Speaking to reporters yesterday, House Speaker Michael Madigan (D-Chicago) himself admitted that the budget is unbalanced, which technically violates the state's constitution. It's also miserable politics for the Democrats, who have built considerable majorities in both chambers, yet appear unable to fix a damaged ship that's sinking deeper by the day.
This brings us back, as budget negotiations often do, to "the sell." For the last year, Democrats in Springfield have chronically undersold the benefits of comprehensive tax reform, which would close a significant portion of the deficit while also providing tax fairness, property tax relief, and a pathway to education funding reform. Instead, they've sat on their heels and watched two devastating narratives develop: that the state "overspends" and that Gov. Pat Quinn's scaled-back, one-percentage-point income tax increase was enormous and economically dangerous.
Neither are true.

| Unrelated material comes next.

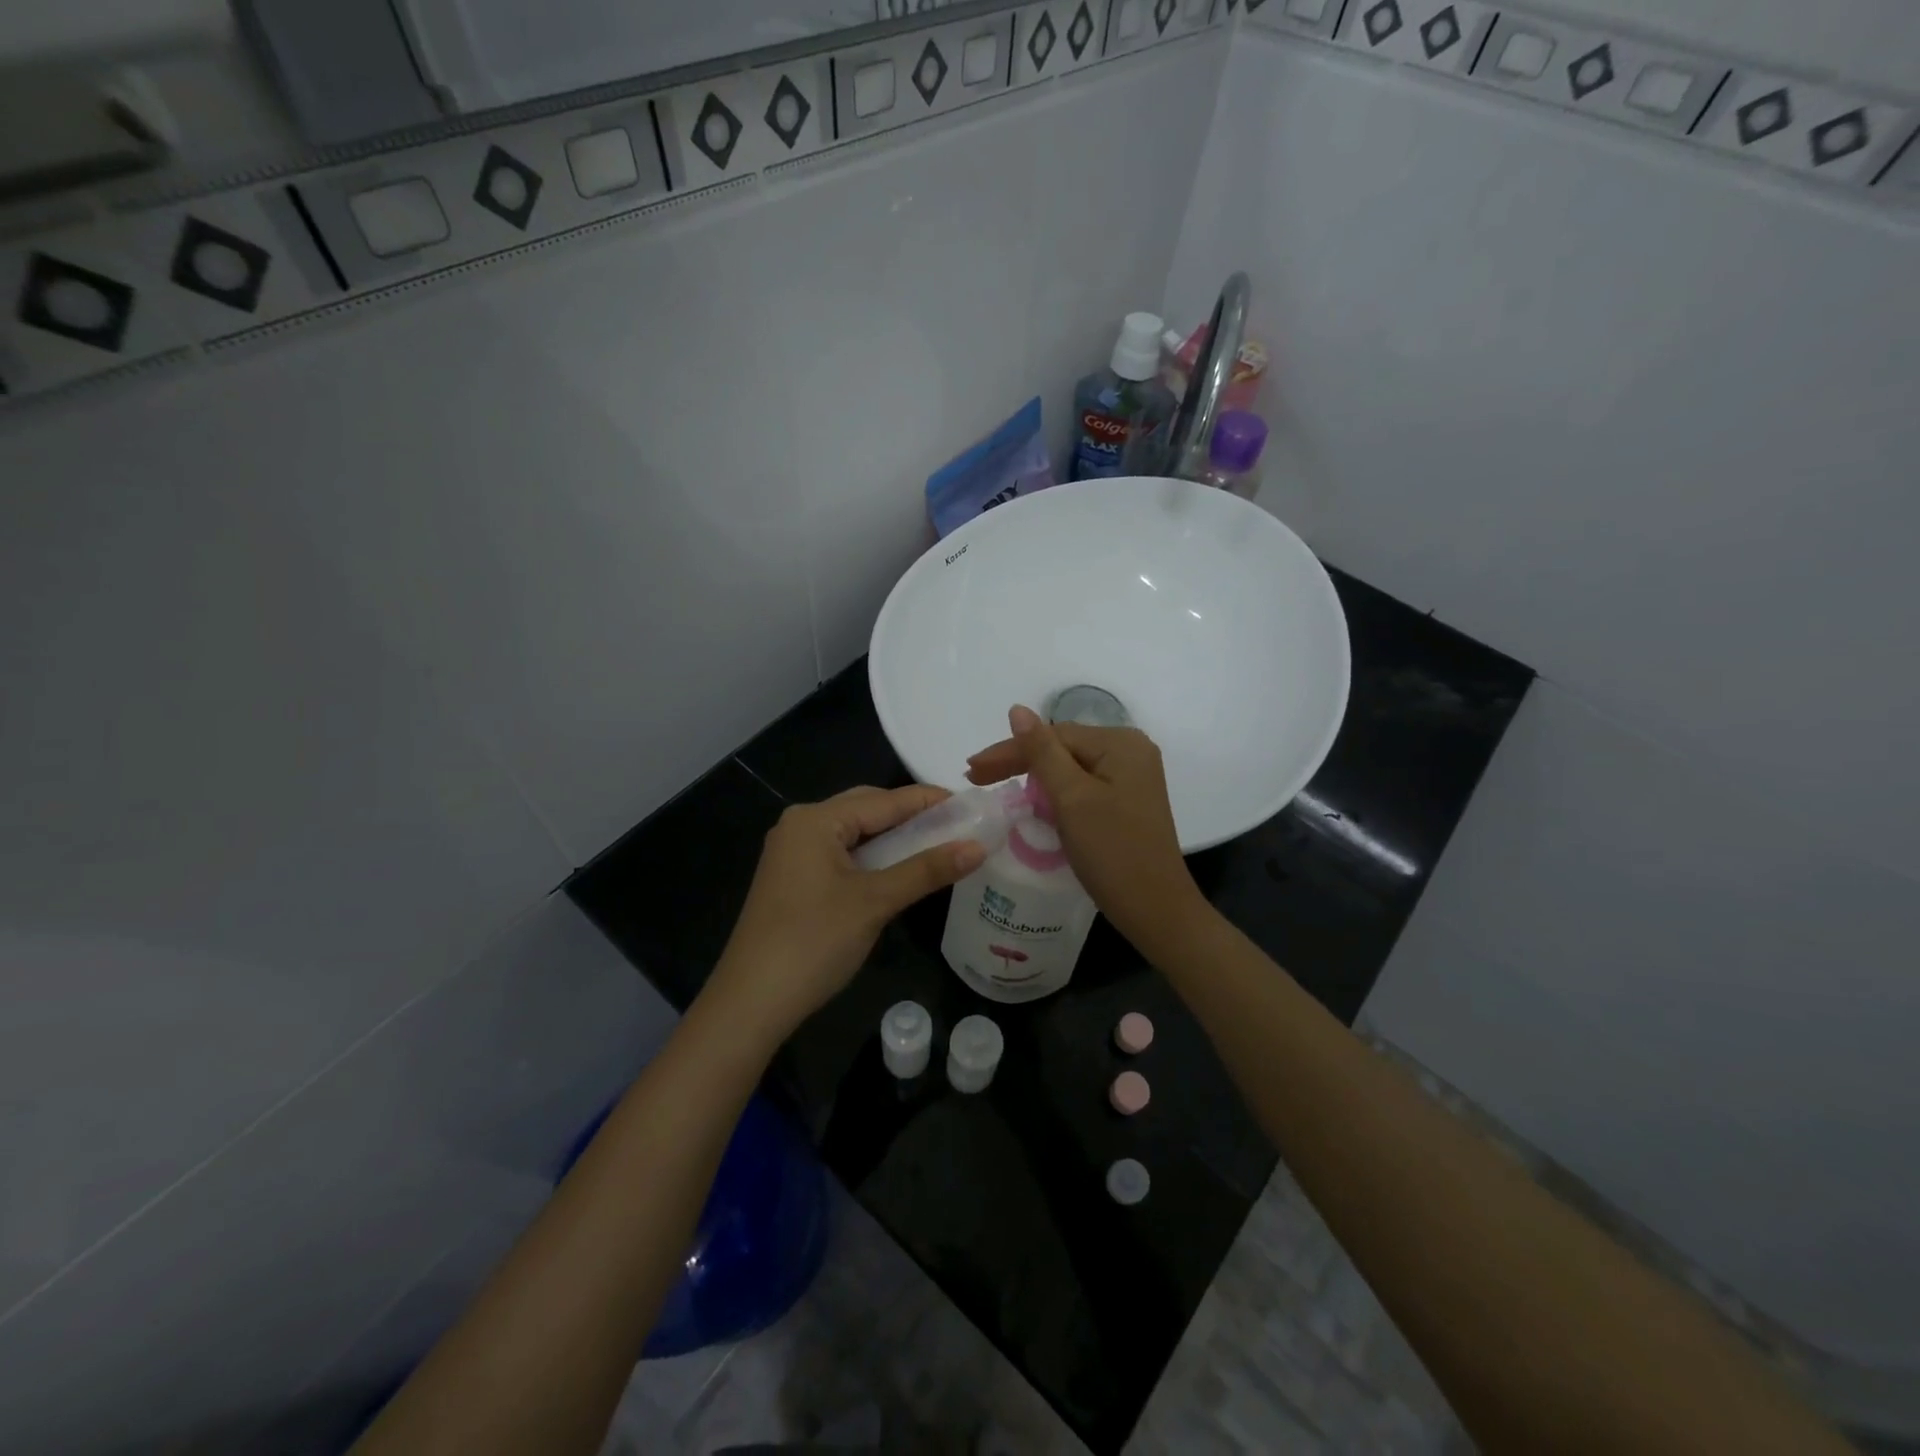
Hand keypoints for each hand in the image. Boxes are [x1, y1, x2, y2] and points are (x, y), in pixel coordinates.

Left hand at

As we documented last week, schools and human services are starved in Illinois and the pension fund is only 48 percent funded. Waste exists, undoubtedly, but this is not a bloated government by any stretch of the imagination. Meanwhile, Voices for Illinois Children's Larry Joseph produced an interesting graph (PDF) charting the state's quarterly unemployment rate between 1981 and 1985. As he shows, there is no noticeable uptick in joblessness after January 1983, when the General Assembly raised the personal and corporate income tax temporarily in the midst of decade-high unemployment levels. "The recovery in Illinois was shaped primarily by macroeconomic conditions, not by changes in state tax policy," he adds. Take a look at it below:
That comparison is apples-to-oranges in some ways, but it offers an interesting lens through which to view the continuing fight. A modest tax increase will not play well with many voters, for sure. But neither will pension problems, a growing provider backlog, and the image of inepitude that will cloud the party this November.